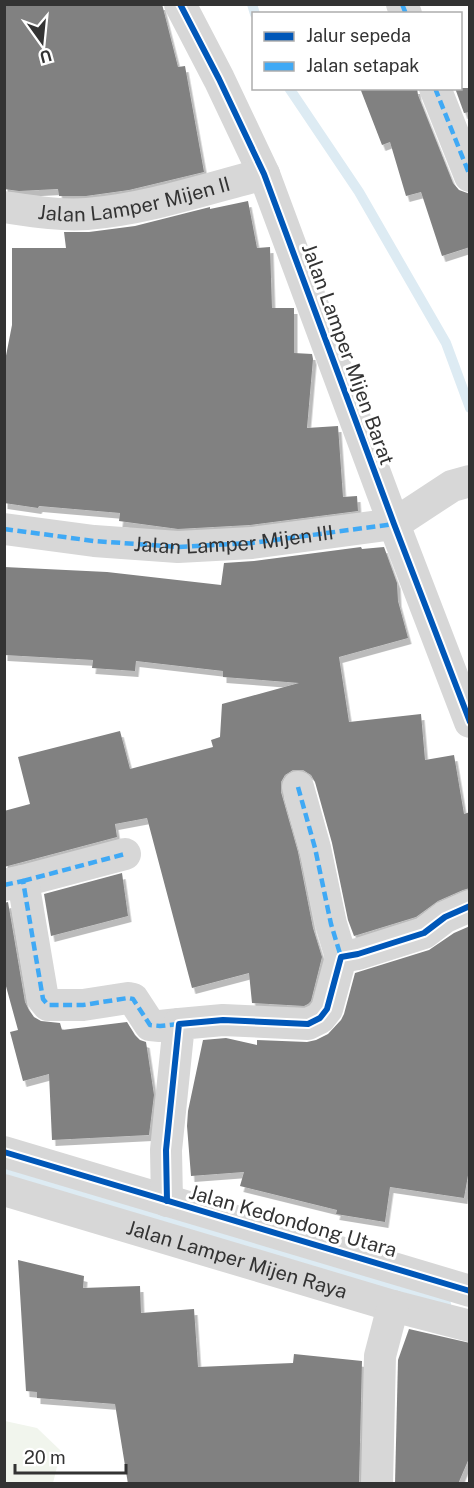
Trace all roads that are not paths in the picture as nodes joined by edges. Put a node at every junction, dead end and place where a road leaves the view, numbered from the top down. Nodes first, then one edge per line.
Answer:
1 (180, 4) edge
2 (436, 90) edge
3 (264, 174) junction
4 (470, 176) edge
5 (4, 207) edge
6 (461, 483) edge
7 (394, 524) junction
8 (4, 529) edge
9 (470, 722) edge
10 (298, 787) dead end
11 (125, 854) dead end
12 (14, 883) edge
13 (470, 906) edge
14 (341, 957) junction
15 (179, 1024) junction
16 (4, 1152) edge
17 (4, 1190) edge
18 (167, 1201) junction
19 (470, 1291) edge
20 (393, 1306) junction
21 (470, 1326) edge
22 (377, 1484) edge

1 - 3 street, Jalan Lamper Mijen Barat
2 - 4 street
3 - 5 street, Jalan Lamper Mijen II
3 - 7 street, Jalan Lamper Mijen Barat
6 - 7 street, Jalan Lamper Mijen III
7 - 8 street, Jalan Lamper Mijen III
7 - 9 street, Jalan Lamper Mijen Barat
10 - 14 street
11 - 12 street
12 - 15 street
13 - 14 street
14 - 15 street
15 - 18 street
16 - 18 street, Jalan Kedondong Utara
17 - 20 street, Jalan Lamper Mijen Raya
18 - 19 street, Jalan Kedondong Utara
20 - 21 street, Jalan Lamper Mijen Raya
20 - 22 street

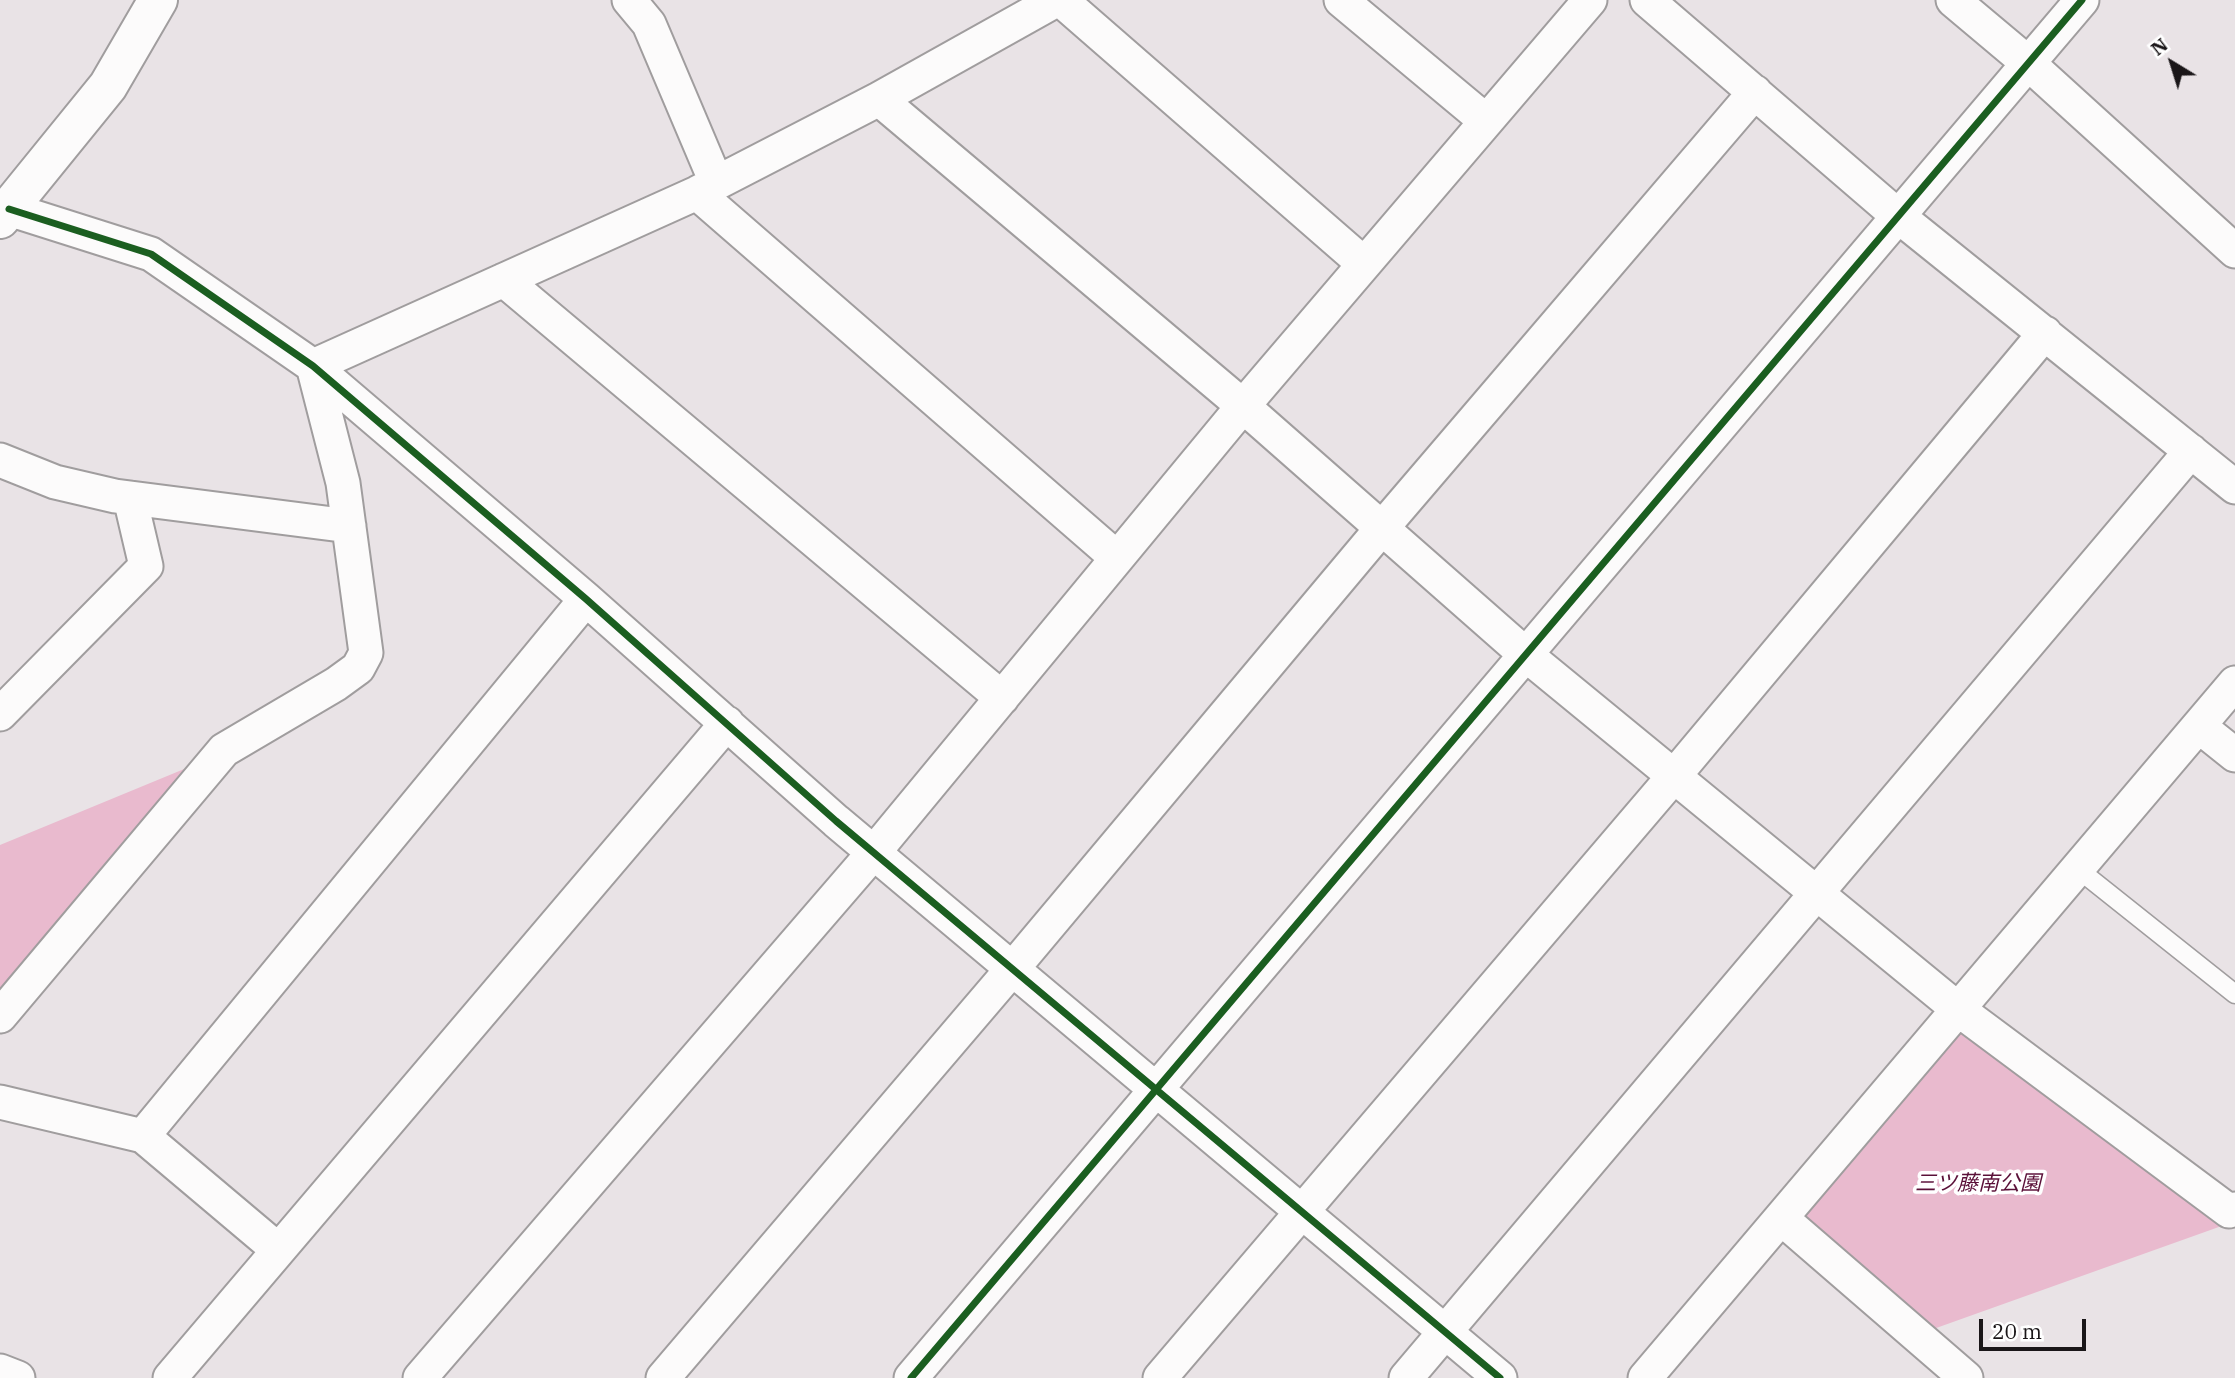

WHAT YOU ARE ASKED TO DO. Give every entry above again, exactly, and keep all pictures out of it.

SOLUTION FOR THIS PROBLEM.
Trace all roads that are not paths in the picture as nodes joined by edges. Put a node at every junction, dead end and place where a road leaves the view, numbered from the top down. Nodes first, then one edge per line.
Answer:
1 (180, 4) edge
2 (436, 90) edge
3 (264, 174) junction
4 (470, 176) edge
5 (4, 207) edge
6 (461, 483) edge
7 (394, 524) junction
8 (4, 529) edge
9 (470, 722) edge
10 (298, 787) dead end
11 (125, 854) dead end
12 (14, 883) edge
13 (470, 906) edge
14 (341, 957) junction
15 (179, 1024) junction
16 (4, 1152) edge
17 (4, 1190) edge
18 (167, 1201) junction
19 (470, 1291) edge
20 (393, 1306) junction
21 (470, 1326) edge
22 (377, 1484) edge

1 - 3 street, Jalan Lamper Mijen Barat
2 - 4 street
3 - 5 street, Jalan Lamper Mijen II
3 - 7 street, Jalan Lamper Mijen Barat
6 - 7 street, Jalan Lamper Mijen III
7 - 8 street, Jalan Lamper Mijen III
7 - 9 street, Jalan Lamper Mijen Barat
10 - 14 street
11 - 12 street
12 - 15 street
13 - 14 street
14 - 15 street
15 - 18 street
16 - 18 street, Jalan Kedondong Utara
17 - 20 street, Jalan Lamper Mijen Raya
18 - 19 street, Jalan Kedondong Utara
20 - 21 street, Jalan Lamper Mijen Raya
20 - 22 street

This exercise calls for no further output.